Michael Rinaldi in Capsule short film

Capsule Review: Short Film Goes The Distance

Canadian short film packs a surprising emotional punch

Movies about space and astronauts are easy to come by, be it the space operas like Star Wars we know and love or the more human-scale sci-fi dramas like Gravity. One thing most films set in space have is a seemingly-endless cash flow and budget to make the stories seem out of this world. But as it turns out, a small budget is perfectly fine to deliver tension, drama, and humour in space in the Canadian short film, Capsule.

Capsule short film poster
Marc Desmarais, Francis Boehmer & Andrew Currie

The directorial debut of Toronto’s Dani Kind, best known for her roles on the CBC comedy Workin’ Moms and TV cult fan favourite Wynonna Earp, Capsule is a moving and entertaining short film. Starring Michael Rinaldi and Andrew McKee and with music by Patrick Watson, Capsule is an excellent example of how talent and good storytelling can make for a fascinating watch, no matter the runtime or budget.

Billed as a “dark short comedy about the human need for connection”, Capsule’s main focus is NASA astronaut Robert Ballentine (Rinaldi). Adrift in a space capsule, Robert is utterly alone, his communications with his mothership having ended some time ago. Now, nearing the final days of his mission and with supplies dwindling, he and his vessel have seen better days. Keeping himself sane – or as sane as one can be in his situation – Robert avoids “space fever” by being bound to the duty of his science experiments. While contemplating the end of his mission and longing for human contact, a surprise event brings unlikely salvation for a man who has lost all hope.

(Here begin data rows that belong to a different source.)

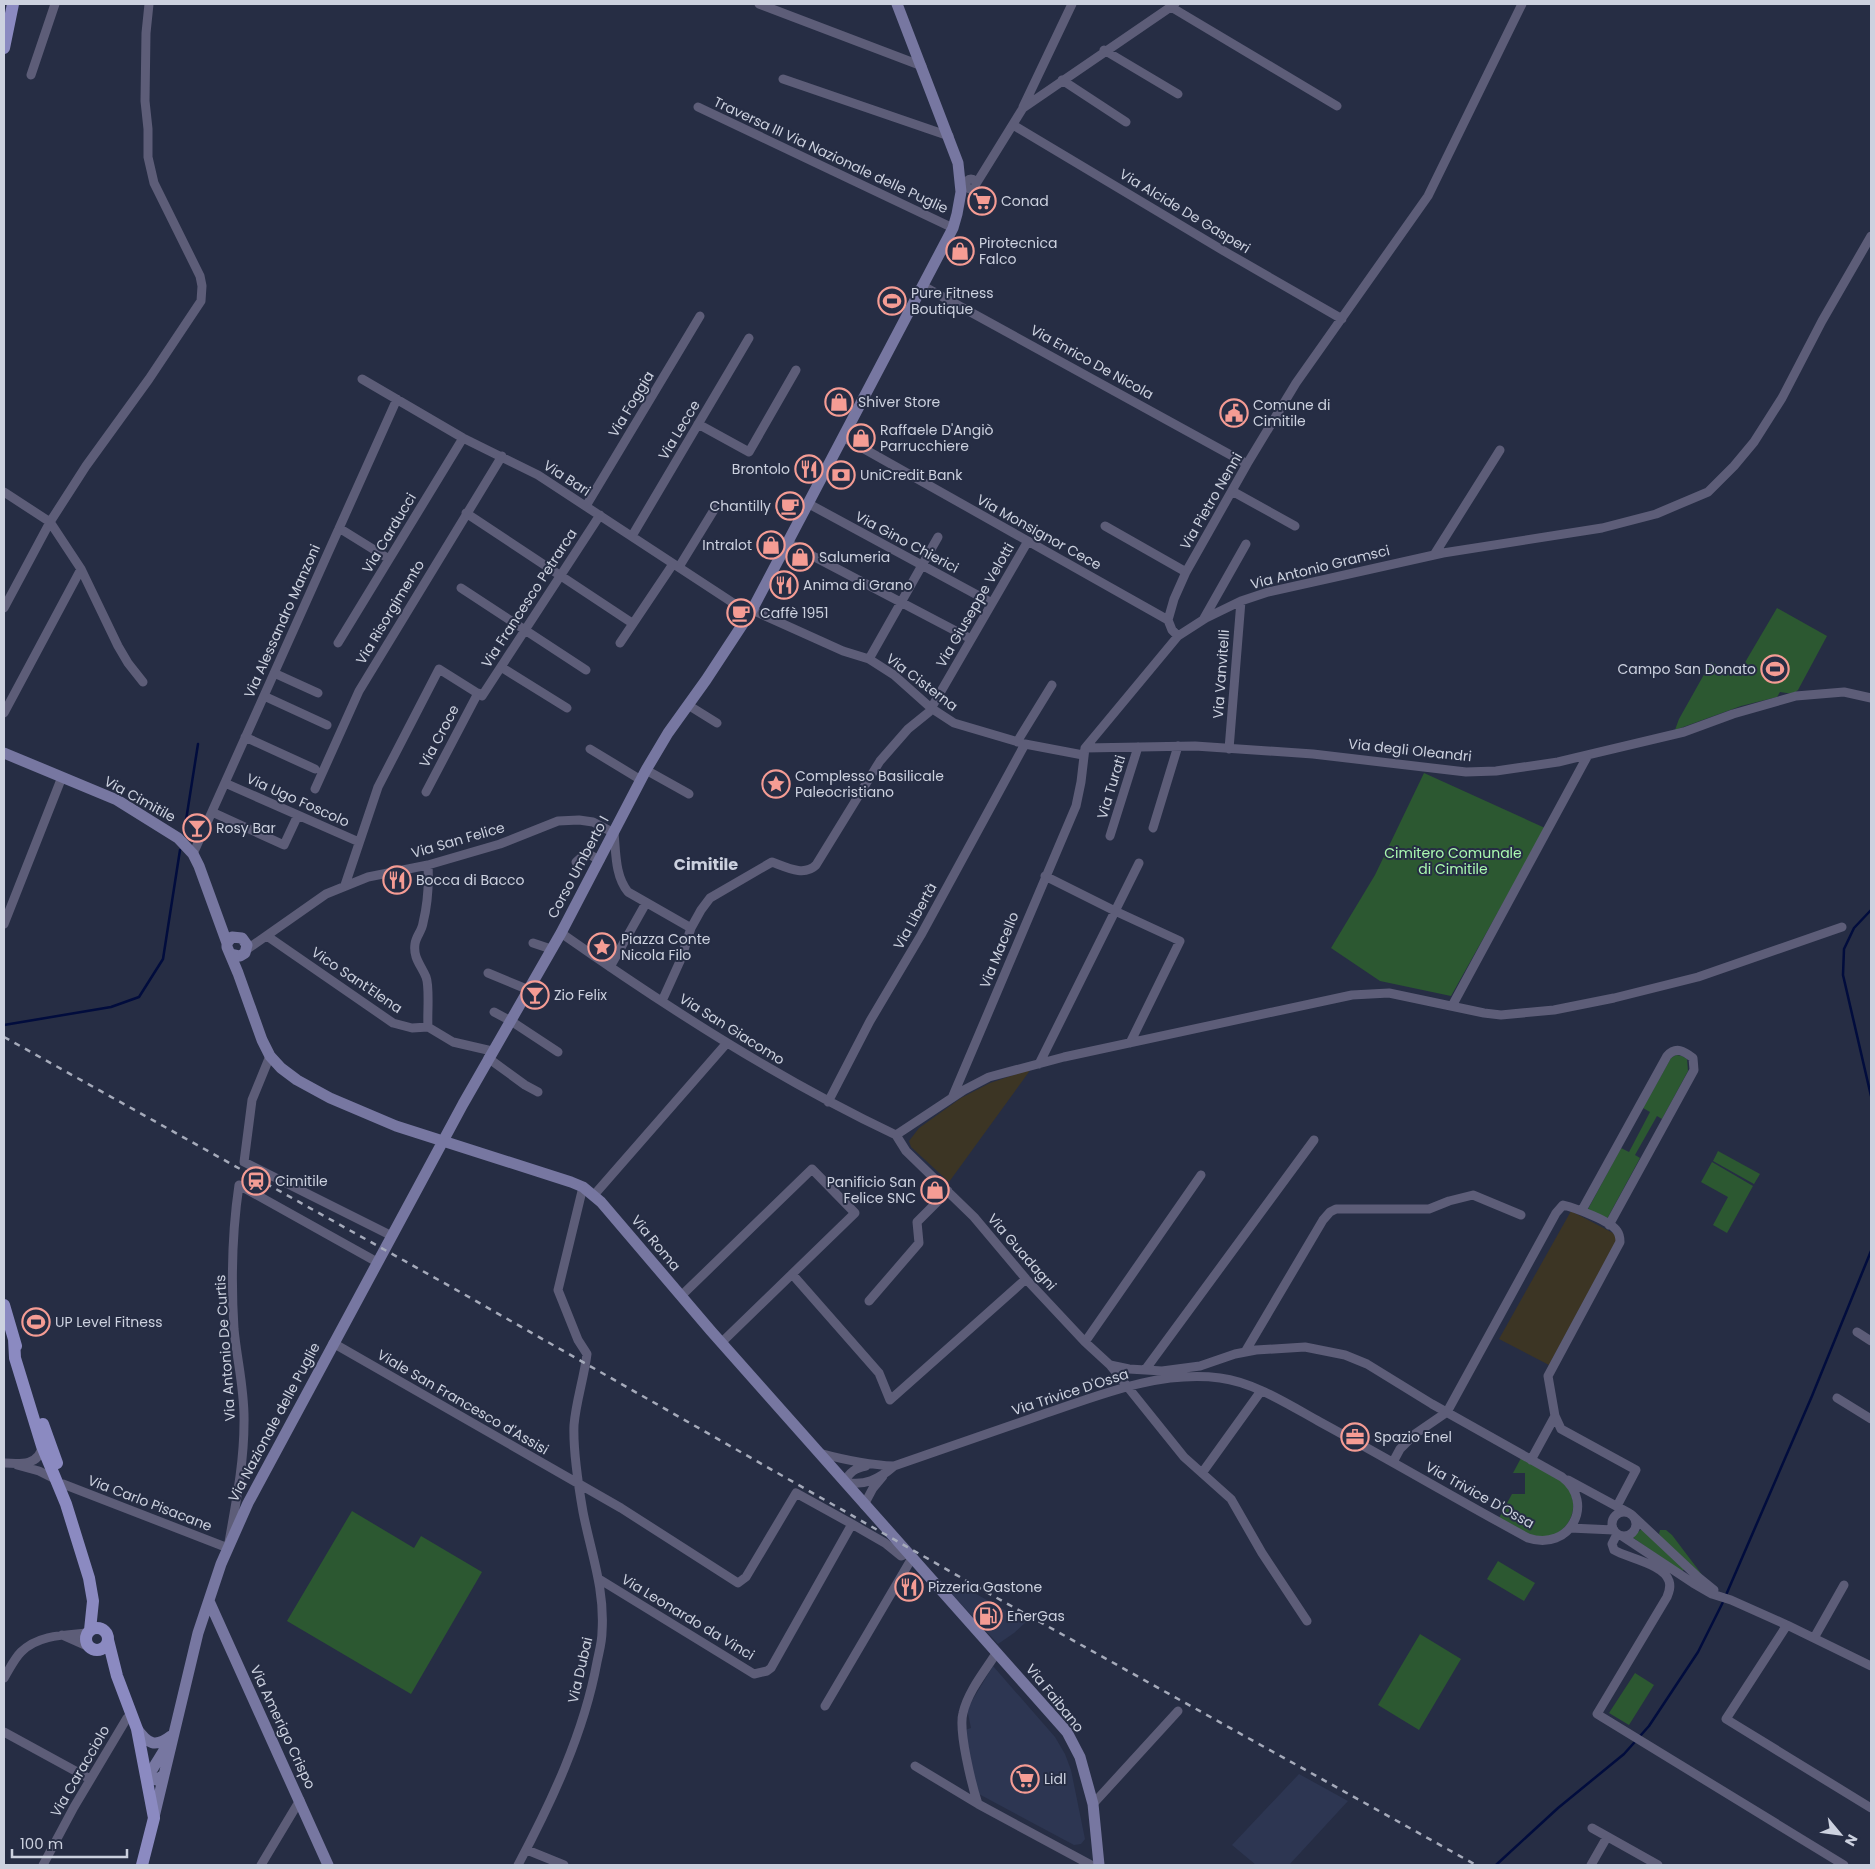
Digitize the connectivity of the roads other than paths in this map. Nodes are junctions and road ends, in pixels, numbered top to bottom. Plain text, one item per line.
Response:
1 (13, 4) edge
2 (55, 4) edge
3 (149, 4) edge
4 (759, 4) edge
5 (897, 4) edge
6 (1072, 4) edge
7 (1522, 4) edge
8 (1173, 5) edge
9 (4, 48) edge
10 (1104, 50) junction
11 (922, 66) junction
12 (31, 75) dead end
13 (783, 79) dead end
14 (1062, 80) junction
15 (1178, 94) dead end
16 (1337, 106) dead end
17 (698, 107) dead end
18 (1023, 108) junction
19 (1126, 122) dead end
20 (1013, 125) junction
21 (949, 136) junction
22 (959, 169) junction
23 (973, 184) junction
24 (960, 203) junction
25 (953, 228) junction
26 (1871, 236) edge
27 (923, 286) junction
28 (700, 316) dead end
29 (1342, 319) junction
30 (749, 338) dead end
31 (796, 370) dead end
32 (362, 379) dead end
33 (396, 399) junction
34 (698, 424) junction
35 (844, 437) junction
36 (463, 438) junction
37 (1500, 450) dead end
38 (502, 456) junction
39 (1247, 464) junction
40 (1232, 491) junction
41 (4, 492) edge
42 (809, 504) junction
43 (717, 505) dead end
44 (586, 506) junction
45 (466, 513) junction
46 (600, 516) junction
47 (50, 522) junction
48 (1105, 526) dead end
49 (1295, 526) dead end
50 (339, 528) junction
51 (632, 536) junction
52 (938, 537) dead end
53 (1028, 541) junction
54 (788, 543) junction
55 (1246, 544) dead end
56 (1438, 554) junction
57 (389, 558) junction
58 (676, 566) junction
59 (922, 566) junction
60 (81, 569) junction
61 (1186, 572) junction
62 (560, 576) junction
63 (461, 588) dead end
64 (1241, 601) junction
65 (901, 602) junction
66 (992, 603) junction
67 (4, 608) edge
68 (751, 612) junction
69 (1168, 620) junction
70 (1202, 620) junction
71 (632, 623) junction
72 (525, 630) junction
73 (1178, 636) junction
74 (971, 639) junction
75 (338, 643) dead end
76 (620, 643) dead end
77 (868, 660) junction
78 (501, 666) junction
79 (586, 670) dead end
80 (274, 673) junction
81 (143, 682) dead end
82 (1052, 685) dead end
83 (318, 693) dead end
84 (480, 695) junction
85 (264, 696) junction
86 (1871, 698) edge
87 (688, 705) junction
88 (567, 708) dead end
89 (931, 708) junction
90 (4, 713) edge
91 (717, 723) dead end
92 (327, 725) dead end
93 (245, 737) junction
94 (1021, 743) junction
95 (1178, 746) junction
96 (1138, 747) junction
97 (590, 749) dead end
98 (1229, 749) junction
99 (1084, 751) junction
100 (4, 753) edge
101 (1588, 755) junction
102 (315, 768) dead end
103 (643, 775) junction
104 (62, 777) junction
105 (225, 783) junction
106 (315, 789) dead end
107 (426, 792) dead end
108 (689, 794) dead end
109 (212, 812) junction
110 (298, 815) junction
111 (1153, 828) dead end
112 (614, 833) junction
113 (1110, 836) dead end
114 (359, 842) junction
115 (193, 854) junction
116 (600, 860) junction
117 (576, 862) dead end
118 (1138, 863) dead end
119 (428, 864) junction
120 (1046, 876) junction
121 (345, 885) junction
122 (646, 903) junction
123 (1115, 911) junction
124 (217, 917) junction
125 (4, 924) edge
126 (1842, 927) dead end
127 (691, 928) junction
128 (561, 933) junction
129 (241, 937) junction
130 (264, 937) junction
131 (533, 942) dead end
132 (227, 943) junction
133 (551, 950) junction
134 (239, 953) junction
135 (610, 967) junction
136 (488, 973) dead end
137 (529, 990) junction
138 (662, 1001) junction
139 (1452, 1006) junction
140 (494, 1012) dead end
141 (512, 1021) junction
142 (428, 1027) junction
143 (1130, 1043) junction
144 (726, 1044) junction
145 (558, 1052) dead end
146 (490, 1055) junction
147 (270, 1056) junction
148 (1039, 1064) junction
149 (538, 1092) dead end
150 (952, 1098) junction
151 (828, 1102) junction
152 (896, 1135) junction
153 (1314, 1140) dead end
154 (444, 1142) junction
155 (1201, 1175) dead end
156 (583, 1187) junction
157 (948, 1191) junction
158 (594, 1195) junction
159 (1582, 1210) junction
160 (1521, 1215) dead end
161 (1609, 1225) junction
162 (392, 1236) junction
163 (377, 1262) junction
164 (792, 1274) junction
165 (1026, 1279) junction
166 (681, 1296) junction
167 (869, 1301) dead end
168 (4, 1305) edge
169 (1857, 1332) dead end
170 (14, 1340) junction
171 (1871, 1341) edge
172 (1085, 1342) junction
173 (333, 1343) junction
174 (721, 1343) junction
175 (1245, 1352) junction
176 (1110, 1364) junction
177 (1144, 1370) junction
178 (1127, 1386) junction
179 (1261, 1391) junction
180 (1837, 1398) dead end
181 (1447, 1412) junction
182 (1555, 1416) junction
183 (1871, 1419) edge
184 (44, 1427) junction
185 (42, 1446) junction
186 (820, 1453) junction
187 (1531, 1460) junction
188 (49, 1461) junction
189 (1393, 1462) junction
190 (7, 1463) edge
191 (875, 1466) junction
192 (894, 1466) junction
193 (39, 1471) junction
194 (886, 1473) junction
195 (1202, 1473) junction
196 (1562, 1477) junction
197 (59, 1481) junction
198 (844, 1482) junction
199 (580, 1485) junction
200 (864, 1505) junction
201 (1617, 1506) junction
202 (1631, 1514) junction
203 (852, 1524) junction
204 (1570, 1528) junction
205 (1617, 1533) junction
206 (228, 1548) junction
207 (910, 1556) junction
208 (930, 1578) joint
209 (599, 1579) junction
210 (1844, 1585) dead end
211 (1713, 1592) junction
212 (93, 1601) junction
213 (209, 1601) junction
214 (1307, 1621) dead end
215 (1787, 1625) junction
216 (88, 1632) junction
217 (62, 1635) junction
218 (107, 1636) junction
219 (1814, 1638) junction
220 (90, 1648) junction
221 (997, 1652) junction
222 (1871, 1666) edge
223 (117, 1676) junction
224 (4, 1678) edge
225 (825, 1706) dead end
226 (1178, 1711) dead end
227 (127, 1718) dead end
228 (137, 1729) junction
229 (4, 1732) edge
230 (174, 1734) junction
231 (915, 1766) dead end
232 (164, 1775) junction
233 (147, 1778) junction
234 (90, 1779) junction
235 (300, 1800) junction
236 (978, 1804) junction
237 (1092, 1804) junction
238 (1871, 1808) edge
239 (154, 1818) junction
240 (1592, 1828) dead end
241 (1607, 1837) junction
242 (527, 1850) junction
243 (43, 1865) edge
244 (142, 1865) edge
245 (261, 1865) edge
246 (328, 1865) edge
247 (518, 1865) edge
248 (564, 1865) edge
249 (1091, 1865) edge
250 (1099, 1865) edge
251 (1591, 1865) edge
252 (1658, 1865) edge
253 (1844, 1865) edge

1 - 9 main road
2 - 12 street
3 - 47 street
4 - 11 street
5 - 11 main road
6 - 18 street
7 - 29 street, Via Pietro Nenni
8 - 10 street
8 - 16 street
10 - 14 street
10 - 15 street
11 - 21 main road
13 - 21 street
14 - 18 street
14 - 19 street
17 - 25 street, Traversa III Via Nazionale delle Puglie
18 - 20 street
20 - 23 street
20 - 29 street, Via Alcide De Gasperi
21 - 22 main road
22 - 23 street
22 - 24 main road
23 - 24 street
24 - 25 main road
25 - 27 main road
26 - 56 street, Via Antonio Gramsci
27 - 35 main road
27 - 39 street, Via Enrico De Nicola
28 - 44 street, Via Foggia
29 - 39 street, Via Pietro Nenni
30 - 34 street, Via Lecce
31 - 34 street
32 - 33 street, Via Bari
33 - 36 street, Via Bari
33 - 50 street, Via Alessandro Manzoni
34 - 51 street, Via Lecce
35 - 42 main road
35 - 53 street, Via Monsignor Cece
36 - 38 street, Via Bari
36 - 57 street, Via Carducci
37 - 56 street
38 - 44 street, Via Bari
38 - 45 street, Via Risorgimento
39 - 40 street, Via Pietro Nenni
40 - 49 street
40 - 61 street, Via Pietro Nenni
41 - 47 street
42 - 54 main road
42 - 59 street, Via Gino Chierici
43 - 58 street
44 - 46 street, Via Bari
45 - 62 street
45 - 106 street, Via Risorgimento
46 - 51 street, Via Bari
46 - 62 street, Via Francesco Petrarca
47 - 60 street
47 - 67 street
48 - 61 street
50 - 57 street
50 - 80 street, Via Alessandro Manzoni
51 - 58 street, Via Bari
52 - 59 street
53 - 66 street, Via Giuseppe Velotti
53 - 69 street, Via Monsignor Cece
54 - 65 street
54 - 68 main road
55 - 70 street
56 - 64 street, Via Antonio Gramsci
57 - 75 street, Via Carducci
58 - 68 street, Via Bari
58 - 71 street
59 - 65 street
59 - 66 street, Via Gino Chierici
60 - 81 street
60 - 90 street
61 - 69 street, Via Pietro Nenni
62 - 71 street
62 - 72 street, Via Francesco Petrarca
63 - 72 street
64 - 70 street, Via Antonio Gramsci
64 - 98 street, Via Vanvitelli
65 - 74 street
65 - 77 street
66 - 74 street, Via Giuseppe Velotti
68 - 77 street, Via Cisterna
68 - 87 main road, Corso Umberto I
69 - 73 street
70 - 73 street, Via Antonio Gramsci
71 - 76 street
72 - 78 street, Via Francesco Petrarca
72 - 79 street
73 - 99 street, Via Antonio Gramsci
74 - 89 street, Via Giuseppe Velotti
77 - 89 street, Via Cisterna
78 - 84 street, Via Francesco Petrarca
78 - 88 street
80 - 83 street
80 - 85 street, Via Alessandro Manzoni
82 - 94 street, Via Libertà
84 - 107 street, Via Croce
84 - 114 street
85 - 92 street
85 - 93 street, Via Alessandro Manzoni
86 - 101 street, Via degli Oleandri
87 - 91 street
87 - 103 main road, Corso Umberto I
89 - 94 street, Via Cisterna
89 - 127 street, Via Giuseppe Velotti
93 - 102 street
93 - 105 street, Via Alessandro Manzoni
94 - 99 street, Via Cisterna
94 - 151 street, Via Libertà
95 - 96 street, Via degli Oleandri
95 - 98 street, Via degli Oleandri
95 - 111 street
96 - 99 street, Via degli Oleandri
96 - 113 street, Via Turati
97 - 103 street
98 - 101 street, Via degli Oleandri
99 - 120 street, Via Macello
100 - 104 main road, Via Cimitile
101 - 139 street
103 - 108 street
103 - 112 main road, Corso Umberto I
104 - 115 main road, Via Cimitile
104 - 125 street
105 - 109 street, Via Alessandro Manzoni
105 - 110 street, Via Ugo Foscolo
109 - 110 street
109 - 115 street, Via Alessandro Manzoni
110 - 114 street, Via Ugo Foscolo
112 - 116 main road, Corso Umberto I
112 - 119 street, Via San Felice
112 - 122 street
114 - 121 street
115 - 124 main road, Via Cimitile
116 - 117 street
116 - 128 main road, Corso Umberto I
118 - 123 street
119 - 121 street, Via San Felice
119 - 142 street
120 - 123 street
120 - 150 street, Via Macello
121 - 130 street, Via San Felice
122 - 127 street
122 - 135 street
123 - 143 street
123 - 148 street
124 - 129 main road, Via Cimitile
124 - 132 main road, Via Cimitile
126 - 139 street
127 - 138 street, Via Giuseppe Velotti
128 - 133 main road, Corso Umberto I
128 - 135 street, Via San Giacomo
129 - 130 street
129 - 132 main road
129 - 134 main road
130 - 134 street, Via San Felice
130 - 142 street, Vico Sant'Elena
131 - 133 street
132 - 134 main road, Via Cimitile
133 - 137 main road, Corso Umberto I
134 - 147 main road
135 - 138 street, Via San Giacomo
136 - 137 street
137 - 141 main road, Corso Umberto I
138 - 144 street, Via San Giacomo
139 - 143 street
140 - 141 street
141 - 145 street
141 - 146 main road, Corso Umberto I
142 - 146 street, Vico Sant'Elena
143 - 148 street
144 - 151 street, Via San Giacomo
144 - 158 street
146 - 149 street
146 - 154 main road, Corso Umberto I
147 - 154 main road, Via Roma
147 - 162 street
148 - 150 street
150 - 152 street
151 - 152 street, Via San Giacomo
152 - 157 street, Via Guadagni
153 - 177 street
154 - 156 main road, Via Roma
154 - 162 main road, Via Nazionale delle Puglie
155 - 172 street
156 - 158 main road, Via Roma
156 - 199 street, Via Dubai
157 - 165 street, Via Guadagni
157 - 167 street
158 - 166 main road, Via Roma
159 - 161 street
159 - 161 street
159 - 181 street
160 - 175 street
161 - 182 street
162 - 163 main road, Via Nazionale delle Puglie
163 - 173 main road, Via Nazionale delle Puglie
163 - 206 street, Via Antonio De Curtis
164 - 165 street
164 - 166 street
164 - 174 street
165 - 172 street, Via Guadagni
166 - 174 main road, Via Roma
168 - 170 main road
169 - 171 street
170 - 184 main road
170 - 185 main road
172 - 176 street, Via Guadagni
173 - 199 street, Viale San Francesco d'Assisi
173 - 206 main road, Via Nazionale delle Puglie
174 - 186 main road, Via Roma
175 - 177 street, Via Trivice D'Ossa
175 - 181 street, Via Trivice D'Ossa
176 - 177 street, Via Trivice D'Ossa
176 - 178 street, Via Guadagni
178 - 179 street, Via Trivice D'Ossa
178 - 192 street, Via Trivice D'Ossa
178 - 195 street, Via Guadagni
179 - 189 street, Via Trivice D'Ossa
179 - 195 street
180 - 183 street
181 - 187 street, Via Trivice D'Ossa
181 - 189 street
182 - 187 street
182 - 201 street
184 - 188 main road
184 - 197 main road
185 - 188 main road
185 - 190 street
186 - 191 street, Via Trivice D'Ossa
186 - 198 main road, Via Roma
187 - 196 street, Via Trivice D'Ossa
188 - 193 street
188 - 197 main road
189 - 204 street, Via Trivice D'Ossa
190 - 193 street, Via Carlo Pisacane
191 - 192 street, Via Trivice D'Ossa
191 - 198 street, Via Trivice D'Ossa
192 - 194 street, Via Trivice D'Ossa
193 - 197 street, Via Carlo Pisacane
194 - 198 street, Via Trivice D'Ossa
194 - 200 street, Via Trivice D'Ossa
195 - 214 street, Via Guadagni
196 - 201 street
196 - 204 street, Via Trivice D'Ossa
197 - 206 street, Via Carlo Pisacane
197 - 212 main road
198 - 200 main road, Via Roma
199 - 203 street, Viale San Francesco d'Assisi
199 - 209 street, Via Dubai
200 - 207 main road, Via Roma
201 - 202 street
202 - 205 street
202 - 205 street
202 - 211 street
203 - 207 street
203 - 209 street, Via Leonardo da Vinci
204 - 205 street
205 - 211 street
205 - 253 street
206 - 213 main road, Via Nazionale delle Puglie
207 - 208 main road, Via Roma
207 - 225 street
208 - 221 main road, Via Faibano
209 - 242 street, Via Dubai
210 - 219 street
211 - 215 street
212 - 216 main road
212 - 218 main road
213 - 230 main road, Via Nazionale delle Puglie
213 - 235 main road, Via Amerigo Crispo
215 - 219 street
215 - 238 street
216 - 217 street
216 - 218 main road
216 - 220 main road
217 - 220 street
217 - 224 street
218 - 220 main road
218 - 223 main road
219 - 222 street
220 - 223 main road
221 - 236 street
221 - 237 main road, Via Faibano
223 - 228 main road
226 - 237 street
227 - 234 street, Via Caracciolo
228 - 230 main road
228 - 233 main road
229 - 234 street
230 - 232 main road, Via Nazionale delle Puglie
230 - 233 main road, Via Nazionale delle Puglie
231 - 236 street
232 - 233 main road
232 - 239 main road, Via Nazionale delle Puglie
233 - 239 main road
234 - 243 street, Via Caracciolo
235 - 245 street
235 - 246 main road, Via Amerigo Crispo
236 - 249 street
237 - 250 main road, Via Faibano
239 - 244 main road
240 - 241 street
241 - 251 street
241 - 252 street
242 - 247 street, Via Dubai
242 - 248 street

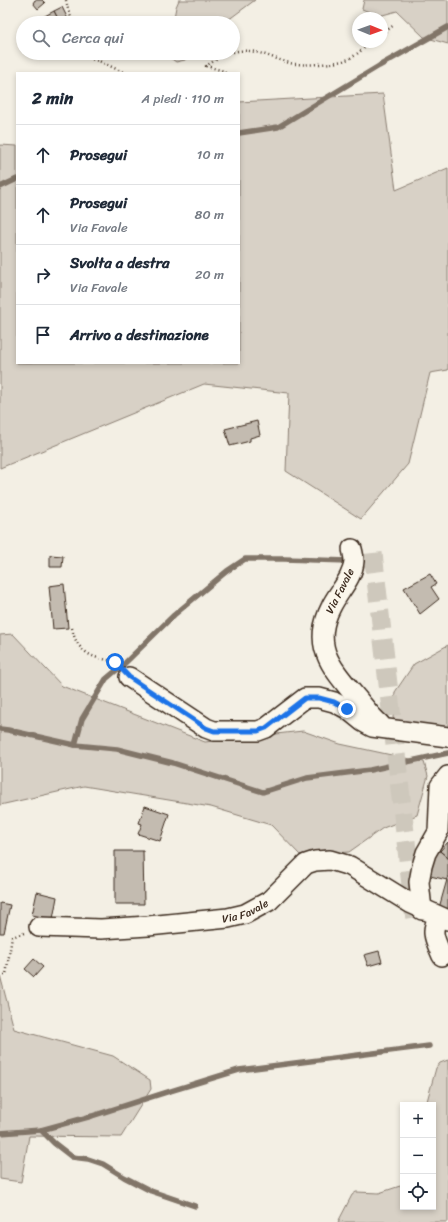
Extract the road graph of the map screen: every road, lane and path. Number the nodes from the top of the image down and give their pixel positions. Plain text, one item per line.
1 (66, 0) edge
2 (70, 16) edge
3 (394, 25) dead end
4 (388, 30) edge
5 (363, 48) edge
6 (240, 50) edge
7 (95, 60) edge
8 (216, 60) edge
9 (122, 72) edge
10 (224, 72) edge
11 (352, 549) dead end
12 (72, 628) dead end
13 (129, 677) joint
14 (387, 729) junction
15 (448, 737) edge
16 (448, 776) edge
17 (436, 915) edge
18 (39, 927) joint
19 (442, 956) dead end
20 (0, 975) edge

1 - 2 path
3 - 4 path
5 - 6 path
7 - 9 path
8 - 10 path
11 - 14 street, Via Favale
12 - 13 path
13 - 14 street
14 - 15 street
16 - 17 street
17 - 18 street, Via Favale
17 - 19 street
18 - 20 path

Clocking in at under 20 minutes, Capsule packs a surprising emotional punch. There are moments of gallows humour that reflect a genuine contemplation of human existence. It’s an accomplished, ambitious debut. Kind’s time spent in front of the camera translates well to her skill in the director’s chair as she guides Rinaldi through the story.


Set in a single location with Rinaldi, who also wrote the script, it feels very reminiscent of Matt Damon in The Martian on a smaller scale. Rinaldi’s performance is effective as he proves to be a true storyteller on the page and compelling on screen. Fun fact: Rinaldi’s play “Toothpaste and Cigarettes” was adapted into the film The F Word starring Daniel Radcliffe.

Entirely crowdfunded through an Indiegogo campaign and produced by an all-Canadian team behind and in front of the camera, Capsule packs a powerful punch in a short amount of time making it one of the year’s must-see shorts.